La Secretaría de Relaciones Exteriores (SRE) prepara una reforma para negar la expedición o renovación del pasaporte mexicano a las personas registradas como deudoras alimentarias morosas en el Registro Nacional de Obligaciones Alimentarias (RNOA). La medida todavía no está vigente: forma parte de un anteproyecto que se encuentra en proceso regulatorio y requeriría ser aprobado, publicado y puesto en vigor antes de aplicarse.
La propuesta plantea incorporar al artículo 46 del Reglamento de Pasaportes y del Documento de Identidad y Viaje una nueva causal de impedimento para realizar el trámite. Antes de autorizar un pasaporte nuevo o una renovación, la Cancillería podría consultar la situación del solicitante en el RNOA y rechazar la solicitud cuando exista una inscripción vigente como deudor alimentario moroso.

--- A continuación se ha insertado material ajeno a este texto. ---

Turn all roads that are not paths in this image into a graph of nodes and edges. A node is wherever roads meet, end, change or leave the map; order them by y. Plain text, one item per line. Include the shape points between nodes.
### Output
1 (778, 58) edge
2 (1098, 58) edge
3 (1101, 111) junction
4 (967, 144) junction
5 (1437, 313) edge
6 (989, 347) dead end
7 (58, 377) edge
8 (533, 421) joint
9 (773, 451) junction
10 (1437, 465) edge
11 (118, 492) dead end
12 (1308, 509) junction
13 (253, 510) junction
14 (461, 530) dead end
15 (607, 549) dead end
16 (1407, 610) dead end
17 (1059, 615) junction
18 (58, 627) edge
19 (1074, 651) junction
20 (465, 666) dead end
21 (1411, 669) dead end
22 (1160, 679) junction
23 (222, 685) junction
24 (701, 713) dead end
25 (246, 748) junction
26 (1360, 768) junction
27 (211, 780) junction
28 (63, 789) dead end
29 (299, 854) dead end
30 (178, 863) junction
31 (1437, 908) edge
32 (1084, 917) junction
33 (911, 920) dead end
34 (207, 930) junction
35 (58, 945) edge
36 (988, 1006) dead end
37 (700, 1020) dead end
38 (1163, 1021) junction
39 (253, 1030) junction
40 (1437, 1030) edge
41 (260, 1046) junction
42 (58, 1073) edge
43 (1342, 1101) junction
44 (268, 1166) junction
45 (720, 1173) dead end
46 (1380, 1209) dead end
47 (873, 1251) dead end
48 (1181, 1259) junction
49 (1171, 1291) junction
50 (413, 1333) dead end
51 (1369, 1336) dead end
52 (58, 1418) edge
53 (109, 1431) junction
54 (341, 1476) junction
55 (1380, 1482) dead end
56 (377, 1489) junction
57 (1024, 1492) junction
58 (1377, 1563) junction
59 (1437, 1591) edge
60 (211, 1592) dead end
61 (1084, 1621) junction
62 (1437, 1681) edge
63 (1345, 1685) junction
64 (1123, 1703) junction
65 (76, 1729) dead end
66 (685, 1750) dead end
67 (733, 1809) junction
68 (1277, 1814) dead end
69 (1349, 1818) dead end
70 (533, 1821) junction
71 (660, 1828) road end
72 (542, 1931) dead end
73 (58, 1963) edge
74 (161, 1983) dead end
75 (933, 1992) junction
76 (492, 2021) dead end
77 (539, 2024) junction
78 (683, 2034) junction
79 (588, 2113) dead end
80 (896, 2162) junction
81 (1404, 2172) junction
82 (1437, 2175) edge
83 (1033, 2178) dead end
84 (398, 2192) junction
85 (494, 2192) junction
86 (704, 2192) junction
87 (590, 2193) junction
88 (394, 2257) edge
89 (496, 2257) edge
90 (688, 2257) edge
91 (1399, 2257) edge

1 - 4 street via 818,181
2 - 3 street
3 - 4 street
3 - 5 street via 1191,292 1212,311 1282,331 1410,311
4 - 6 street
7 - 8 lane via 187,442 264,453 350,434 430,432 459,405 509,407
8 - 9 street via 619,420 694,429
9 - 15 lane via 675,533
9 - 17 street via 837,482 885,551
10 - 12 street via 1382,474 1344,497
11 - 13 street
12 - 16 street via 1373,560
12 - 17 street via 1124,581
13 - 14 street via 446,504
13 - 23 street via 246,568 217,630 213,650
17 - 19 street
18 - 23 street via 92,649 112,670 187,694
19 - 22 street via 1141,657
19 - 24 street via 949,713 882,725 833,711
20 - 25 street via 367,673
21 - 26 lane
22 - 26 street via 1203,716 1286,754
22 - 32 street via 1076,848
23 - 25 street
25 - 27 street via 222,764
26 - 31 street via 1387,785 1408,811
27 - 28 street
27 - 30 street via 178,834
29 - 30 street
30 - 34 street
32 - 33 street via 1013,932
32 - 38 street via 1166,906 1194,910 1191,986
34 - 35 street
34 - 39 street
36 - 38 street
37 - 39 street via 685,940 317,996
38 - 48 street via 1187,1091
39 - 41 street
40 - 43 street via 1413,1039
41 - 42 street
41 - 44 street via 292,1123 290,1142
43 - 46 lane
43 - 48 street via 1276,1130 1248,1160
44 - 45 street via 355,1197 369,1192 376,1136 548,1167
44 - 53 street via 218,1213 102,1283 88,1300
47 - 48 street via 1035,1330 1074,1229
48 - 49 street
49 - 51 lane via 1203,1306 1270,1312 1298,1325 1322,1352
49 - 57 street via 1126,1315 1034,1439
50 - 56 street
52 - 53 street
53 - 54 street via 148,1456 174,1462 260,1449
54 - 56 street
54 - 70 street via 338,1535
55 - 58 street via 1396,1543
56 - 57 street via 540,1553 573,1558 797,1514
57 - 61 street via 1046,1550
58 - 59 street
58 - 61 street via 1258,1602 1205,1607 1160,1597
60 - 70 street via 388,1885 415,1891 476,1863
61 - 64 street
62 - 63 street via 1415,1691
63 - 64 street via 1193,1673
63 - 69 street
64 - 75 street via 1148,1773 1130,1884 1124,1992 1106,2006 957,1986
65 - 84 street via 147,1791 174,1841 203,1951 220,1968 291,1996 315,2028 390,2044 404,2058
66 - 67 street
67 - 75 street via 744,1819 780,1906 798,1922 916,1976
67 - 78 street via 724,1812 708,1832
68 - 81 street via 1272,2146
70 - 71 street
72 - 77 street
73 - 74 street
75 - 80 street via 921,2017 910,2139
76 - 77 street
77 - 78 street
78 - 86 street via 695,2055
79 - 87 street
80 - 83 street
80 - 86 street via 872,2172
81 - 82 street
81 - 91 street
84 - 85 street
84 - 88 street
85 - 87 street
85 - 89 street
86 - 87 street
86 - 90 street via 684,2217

El alcance de la restricción estaría limitado a quienes aparezcan formalmente en el registro por incumplir el pago de una pensión alimenticia. No se aplicaría, de acuerdo con el proyecto, a cualquier persona que tenga una controversia familiar, una reclamación pendiente o un conflicto relacionado con obligaciones de manutención si no existe una inscripción oficial en el RNOA.
La medida tiene como antecedente un cambio legal aprobado en mayo de 2023. Desde entonces, la Ley General de los Derechos de Niñas, Niños y Adolescentes contempla el Registro Nacional de Obligaciones Alimentarias y permite que las autoridades soliciten un certificado de no inscripción para diversos procedimientos. Entre ellos se encuentran la obtención del pasaporte o del documento de identidad y viaje, las licencias para conducir, ciertos actos ante notario y la participación en candidaturas a cargos de elección popular.
El artículo 135 Sexties de esa ley establece que las autoridades de los tres órdenes de gobierno deben realizar las acciones necesarias para instrumentar esos requisitos. Con la reforma reglamentaria, la SRE incorporaría de manera expresa la condición relacionada con el RNOA dentro de las reglas específicas para expedir pasaportes.
La inscripción podría dejar de impedir el trámite cuando desaparezcan las circunstancias que la originaron. Para ello, tendría que regularizarse la situación correspondiente y actualizarse la información por parte de la autoridad competente. La propuesta tampoco contempla cancelar automáticamente los pasaportes que ya fueron expedidos: los documentos emitidos antes de la entrada en vigor conservarían su validez hasta la fecha de vencimiento indicada.
Por tanto, el efecto se concentraría en las personas que intenten obtener un pasaporte nuevo o renovar uno vencido después de que las modificaciones sean aprobadas y comiencen a aplicarse. La restricción para tramitar el documento sería distinta de las medidas de restricción migratoria previstas en el artículo 135 Septies, que buscan impedir la salida del país de personas inscritas como deudoras alimentarias morosas cuando exista riesgo de evasión de sus obligaciones.
El anteproyecto incluye más de 25 modificaciones, adiciones y derogaciones, además del apartado sobre deudores alimentarios. La SRE propone reducir la exigencia sistemática de documentos impresos, como actas de nacimiento, matrimonio o defunción. En primera instancia, los funcionarios consultarían las bases de datos de la propia Cancillería y de autoridades como los registros civiles; solo cuando la información no pudiera verificarse electrónicamente se pediría el documento original.
La reforma también plantea eliminar pruebas adicionales para algunas personas cuyo nacimiento fue registrado después de los tres años de edad y reconocer la CURP biométrica como identificación válida para tramitar el pasaporte, tanto para adultos como para niñas, niños y adolescentes. La dependencia sostiene que la actualización busca simplificar procedimientos, reducir cargas documentales y adaptar el reglamento al uso actual de las bases de datos gubernamentales.
En los casos de pensiones alimenticias internacionales, la SRE puede actuar como autoridad facilitadora para transmitir solicitudes y dar seguimiento cuando México cuenta con instrumentos internacionales o mecanismos de cooperación con el país donde reside la persona a quien se reclama el pago. Su función es de intermediación y no incluye determinar las decisiones de tribunales extranjeros ni los plazos de esos procedimientos.